In Chak No.20/ML, a village in Punjab’s Bhakkar district, people have other reasons to oppose the plan. Many fear the seizure of land they live on, which the government rented out decades ago under a dairy and livestock development scheme.

Muhammad Saleem, one of more than 150 people who signed a legal petition protesting a land transfer, said he’s entitled to ownership rights for a plot his father started cultivating in the 1950s after Partition forced him out of India and into Pakistan.

“We have settled in this forest because our people worked very hard,” Saleem said.

The Lahore High Court, however, has ruled that the Bhakkar petitioners don’t have formal leases for the land, though they’re considered tenants by the government.

Others worry that the ambitious plan will cut smallholders out of potential benefits. The price of land offered under the Green Pakistan Initiative is too steep for most, said Muzaffar Hotiana, a farmer in Pakpattan district who is considering sub-leasing land in Cholistan.

“Pakistani local farmers are not beneficiaries,” he said.

An army’s blueprint

The corporate farming push comes during a trying time for Pakistan. Economic headwinds pushed the government to seek a bailout from the International Monetary Fund last July.

With that backdrop, the army’s involvement could be seen as a positive by investors looking for stability, said Uzair Younus, a non-resident fellow at the Atlantic Council.

For much of Pakistan’s post-independence history, the army has played a significant role in politics, but over the years, it has also developed corporate interests. The military runs some 50 commercial entities, ranging from cement production to banking and real estate. SIFC will now give Pakistan’s armed forces formal clout in deals with foreign entities.

“That helps investors, particularly sovereign investors, like the Saudis and the Emiratis,” Younus said, noting that red tape is one of the main obstacles to doing business in Pakistan.

Still, the military’s involvement risks angering farmers. Army-run farms have been the site of opposition movements in the past and the commercial projects remain a contentious subject.

“The military’s corporate interests are a well-established fact,” said Aasim Sajjad Akhtar, associate professor of political economy at Quaid-i-Azam University in Islamabad, pointing to a long history of allotting agricultural land to military officers.

Through its business conglomerate Fauji Foundation, the military runs a food and dairy company called Fauji Foods, which only recently turned its finances around after years of struggles. A new business, FonGrow, will also develop high-tech agriculture facilities. The company started its first farm in Punjab last year.

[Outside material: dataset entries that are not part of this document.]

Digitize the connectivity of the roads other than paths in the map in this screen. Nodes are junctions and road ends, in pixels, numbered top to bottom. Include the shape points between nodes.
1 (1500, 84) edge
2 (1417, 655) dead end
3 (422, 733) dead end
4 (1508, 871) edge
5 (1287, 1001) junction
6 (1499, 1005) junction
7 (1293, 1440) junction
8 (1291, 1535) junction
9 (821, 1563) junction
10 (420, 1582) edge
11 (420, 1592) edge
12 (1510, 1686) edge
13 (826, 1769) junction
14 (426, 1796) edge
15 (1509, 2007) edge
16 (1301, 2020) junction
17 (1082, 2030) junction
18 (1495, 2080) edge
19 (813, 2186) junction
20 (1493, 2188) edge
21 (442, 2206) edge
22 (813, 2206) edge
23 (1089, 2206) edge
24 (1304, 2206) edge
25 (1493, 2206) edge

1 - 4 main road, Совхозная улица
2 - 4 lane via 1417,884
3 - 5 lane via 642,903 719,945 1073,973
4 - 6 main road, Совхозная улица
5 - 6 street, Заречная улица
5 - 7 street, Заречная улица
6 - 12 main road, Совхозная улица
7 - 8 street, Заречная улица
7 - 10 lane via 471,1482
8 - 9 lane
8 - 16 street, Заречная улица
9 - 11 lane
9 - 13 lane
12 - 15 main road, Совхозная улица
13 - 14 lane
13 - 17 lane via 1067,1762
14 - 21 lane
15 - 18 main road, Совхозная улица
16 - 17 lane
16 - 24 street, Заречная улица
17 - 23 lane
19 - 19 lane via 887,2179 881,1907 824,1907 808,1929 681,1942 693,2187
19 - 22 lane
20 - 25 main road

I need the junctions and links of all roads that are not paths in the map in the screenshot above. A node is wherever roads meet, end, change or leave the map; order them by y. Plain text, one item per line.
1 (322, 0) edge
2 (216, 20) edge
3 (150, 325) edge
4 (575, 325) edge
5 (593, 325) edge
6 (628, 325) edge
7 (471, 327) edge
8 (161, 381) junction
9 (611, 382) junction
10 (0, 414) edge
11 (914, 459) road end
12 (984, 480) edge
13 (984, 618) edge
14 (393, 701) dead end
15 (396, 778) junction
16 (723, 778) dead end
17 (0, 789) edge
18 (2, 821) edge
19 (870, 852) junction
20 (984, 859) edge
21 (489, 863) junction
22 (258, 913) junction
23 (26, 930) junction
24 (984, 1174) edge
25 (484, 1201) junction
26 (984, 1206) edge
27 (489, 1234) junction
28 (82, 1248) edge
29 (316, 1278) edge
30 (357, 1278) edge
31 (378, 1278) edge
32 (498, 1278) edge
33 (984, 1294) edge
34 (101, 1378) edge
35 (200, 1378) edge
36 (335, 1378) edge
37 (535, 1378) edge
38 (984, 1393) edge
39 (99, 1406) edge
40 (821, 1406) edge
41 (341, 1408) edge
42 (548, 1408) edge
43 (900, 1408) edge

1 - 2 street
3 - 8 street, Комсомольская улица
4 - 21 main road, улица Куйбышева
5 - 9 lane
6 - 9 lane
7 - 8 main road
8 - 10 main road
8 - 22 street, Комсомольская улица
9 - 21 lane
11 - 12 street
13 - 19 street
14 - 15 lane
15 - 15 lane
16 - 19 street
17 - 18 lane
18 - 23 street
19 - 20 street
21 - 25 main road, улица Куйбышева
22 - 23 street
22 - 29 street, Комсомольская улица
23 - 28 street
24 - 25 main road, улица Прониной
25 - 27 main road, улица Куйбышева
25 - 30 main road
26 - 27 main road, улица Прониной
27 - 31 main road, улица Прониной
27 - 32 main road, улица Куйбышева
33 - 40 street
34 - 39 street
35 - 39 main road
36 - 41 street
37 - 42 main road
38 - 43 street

In a November presentation in Karachi, Shahid Nazir, Director General of Strategic Projects for Pakistan’s army, said the scale of the Green Pakistan Initiative was already large, with 140,000 acres of land tied up with foreign investors so far.

Securing Pakistan

For Pakistan’s government, corporate farming is also a way to deal with the consequences of increasingly extreme weather.

Take the deserts of Cholistan, a maze of shifting sand and shrubs. The Green Pakistan Initiative is banking on the uptake of water-saving technologies in this part of the country. Finding more sustainable ways to irrigate is crucial for Pakistan, where agriculture accounts for more than 90% of water use.

Few doubt Pakistan’s agriculture needs to improve. It currently employs nearly two-fifths of Pakistan’s population but accounts for only a fifth of the country’s gross domestic product. The question is how to ensure locals are not short-changed if Pakistan’s limited land and water resources are turned toward exports.

“This nation needs hope,” Uddin, the farmer, said. “But a point may come when things will go out of our hands and we will get exploited.”

In the near term, the Green Pakistan Initiative aims to make the industry more productive by replacing imports and encouraging exportable surpluses of staple crops. Many plots available for lease are also in arid and underdeveloped regions, supporting irrigation initiatives.

If the vast desert does turn green, profits may well follow — all under the army’s watch.